Records from a data source
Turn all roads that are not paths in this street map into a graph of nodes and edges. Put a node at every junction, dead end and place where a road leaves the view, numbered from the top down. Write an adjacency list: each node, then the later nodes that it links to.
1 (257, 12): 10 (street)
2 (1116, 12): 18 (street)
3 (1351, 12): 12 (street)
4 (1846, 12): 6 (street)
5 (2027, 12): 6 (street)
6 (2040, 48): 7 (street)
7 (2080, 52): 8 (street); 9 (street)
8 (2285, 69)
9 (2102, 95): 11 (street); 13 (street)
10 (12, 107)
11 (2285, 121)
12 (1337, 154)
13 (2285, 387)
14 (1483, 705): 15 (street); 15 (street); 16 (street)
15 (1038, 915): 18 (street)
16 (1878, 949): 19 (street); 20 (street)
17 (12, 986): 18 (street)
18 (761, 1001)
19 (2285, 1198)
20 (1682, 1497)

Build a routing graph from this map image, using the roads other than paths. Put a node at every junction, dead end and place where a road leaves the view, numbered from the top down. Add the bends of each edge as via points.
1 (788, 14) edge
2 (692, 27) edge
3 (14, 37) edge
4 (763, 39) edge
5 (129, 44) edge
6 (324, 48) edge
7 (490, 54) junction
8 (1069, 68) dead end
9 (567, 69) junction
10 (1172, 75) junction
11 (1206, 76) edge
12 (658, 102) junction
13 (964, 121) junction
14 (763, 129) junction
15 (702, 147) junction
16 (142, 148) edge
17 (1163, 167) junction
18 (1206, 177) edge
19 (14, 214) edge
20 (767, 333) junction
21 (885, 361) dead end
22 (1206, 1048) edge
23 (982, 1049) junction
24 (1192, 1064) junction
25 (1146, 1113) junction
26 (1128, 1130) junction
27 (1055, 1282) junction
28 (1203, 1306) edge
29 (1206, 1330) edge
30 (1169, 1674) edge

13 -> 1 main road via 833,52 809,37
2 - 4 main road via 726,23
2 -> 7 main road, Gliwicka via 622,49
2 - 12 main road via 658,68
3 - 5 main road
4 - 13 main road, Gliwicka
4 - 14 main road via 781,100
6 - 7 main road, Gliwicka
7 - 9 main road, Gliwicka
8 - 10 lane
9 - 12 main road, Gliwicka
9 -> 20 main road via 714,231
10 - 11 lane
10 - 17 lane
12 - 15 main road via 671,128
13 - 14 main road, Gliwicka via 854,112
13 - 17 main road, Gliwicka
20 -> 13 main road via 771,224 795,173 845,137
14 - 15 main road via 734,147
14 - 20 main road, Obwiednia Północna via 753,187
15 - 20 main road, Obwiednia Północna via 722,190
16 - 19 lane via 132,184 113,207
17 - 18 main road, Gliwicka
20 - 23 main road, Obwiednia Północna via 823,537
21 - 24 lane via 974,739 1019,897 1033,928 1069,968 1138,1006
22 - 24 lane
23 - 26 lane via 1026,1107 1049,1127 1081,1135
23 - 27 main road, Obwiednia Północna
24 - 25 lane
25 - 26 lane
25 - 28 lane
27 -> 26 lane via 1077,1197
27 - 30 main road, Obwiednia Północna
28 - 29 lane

## How to complete this task:
Restate every record exactly, leaving nothing out.

## Task solution:
Turn all roads that are not paths in this street map into a graph of nodes and edges. Put a node at every junction, dead end and place where a road leaves the view, numbered from the top down. Write an adjacency list: each node, then the later nodes that it links to.
1 (257, 12): 10 (street)
2 (1116, 12): 18 (street)
3 (1351, 12): 12 (street)
4 (1846, 12): 6 (street)
5 (2027, 12): 6 (street)
6 (2040, 48): 7 (street)
7 (2080, 52): 8 (street); 9 (street)
8 (2285, 69)
9 (2102, 95): 11 (street); 13 (street)
10 (12, 107)
11 (2285, 121)
12 (1337, 154)
13 (2285, 387)
14 (1483, 705): 15 (street); 15 (street); 16 (street)
15 (1038, 915): 18 (street)
16 (1878, 949): 19 (street); 20 (street)
17 (12, 986): 18 (street)
18 (761, 1001)
19 (2285, 1198)
20 (1682, 1497)

Build a routing graph from this map image, using the roads other than paths. Put a node at every junction, dead end and place where a road leaves the view, numbered from the top down. Add the bends of each edge as via points.
1 (788, 14) edge
2 (692, 27) edge
3 (14, 37) edge
4 (763, 39) edge
5 (129, 44) edge
6 (324, 48) edge
7 (490, 54) junction
8 (1069, 68) dead end
9 (567, 69) junction
10 (1172, 75) junction
11 (1206, 76) edge
12 (658, 102) junction
13 (964, 121) junction
14 (763, 129) junction
15 (702, 147) junction
16 (142, 148) edge
17 (1163, 167) junction
18 (1206, 177) edge
19 (14, 214) edge
20 (767, 333) junction
21 (885, 361) dead end
22 (1206, 1048) edge
23 (982, 1049) junction
24 (1192, 1064) junction
25 (1146, 1113) junction
26 (1128, 1130) junction
27 (1055, 1282) junction
28 (1203, 1306) edge
29 (1206, 1330) edge
30 (1169, 1674) edge

13 -> 1 main road via 833,52 809,37
2 - 4 main road via 726,23
2 -> 7 main road, Gliwicka via 622,49
2 - 12 main road via 658,68
3 - 5 main road
4 - 13 main road, Gliwicka
4 - 14 main road via 781,100
6 - 7 main road, Gliwicka
7 - 9 main road, Gliwicka
8 - 10 lane
9 - 12 main road, Gliwicka
9 -> 20 main road via 714,231
10 - 11 lane
10 - 17 lane
12 - 15 main road via 671,128
13 - 14 main road, Gliwicka via 854,112
13 - 17 main road, Gliwicka
20 -> 13 main road via 771,224 795,173 845,137
14 - 15 main road via 734,147
14 - 20 main road, Obwiednia Północna via 753,187
15 - 20 main road, Obwiednia Północna via 722,190
16 - 19 lane via 132,184 113,207
17 - 18 main road, Gliwicka
20 - 23 main road, Obwiednia Północna via 823,537
21 - 24 lane via 974,739 1019,897 1033,928 1069,968 1138,1006
22 - 24 lane
23 - 26 lane via 1026,1107 1049,1127 1081,1135
23 - 27 main road, Obwiednia Północna
24 - 25 lane
25 - 26 lane
25 - 28 lane
27 -> 26 lane via 1077,1197
27 - 30 main road, Obwiednia Północna
28 - 29 lane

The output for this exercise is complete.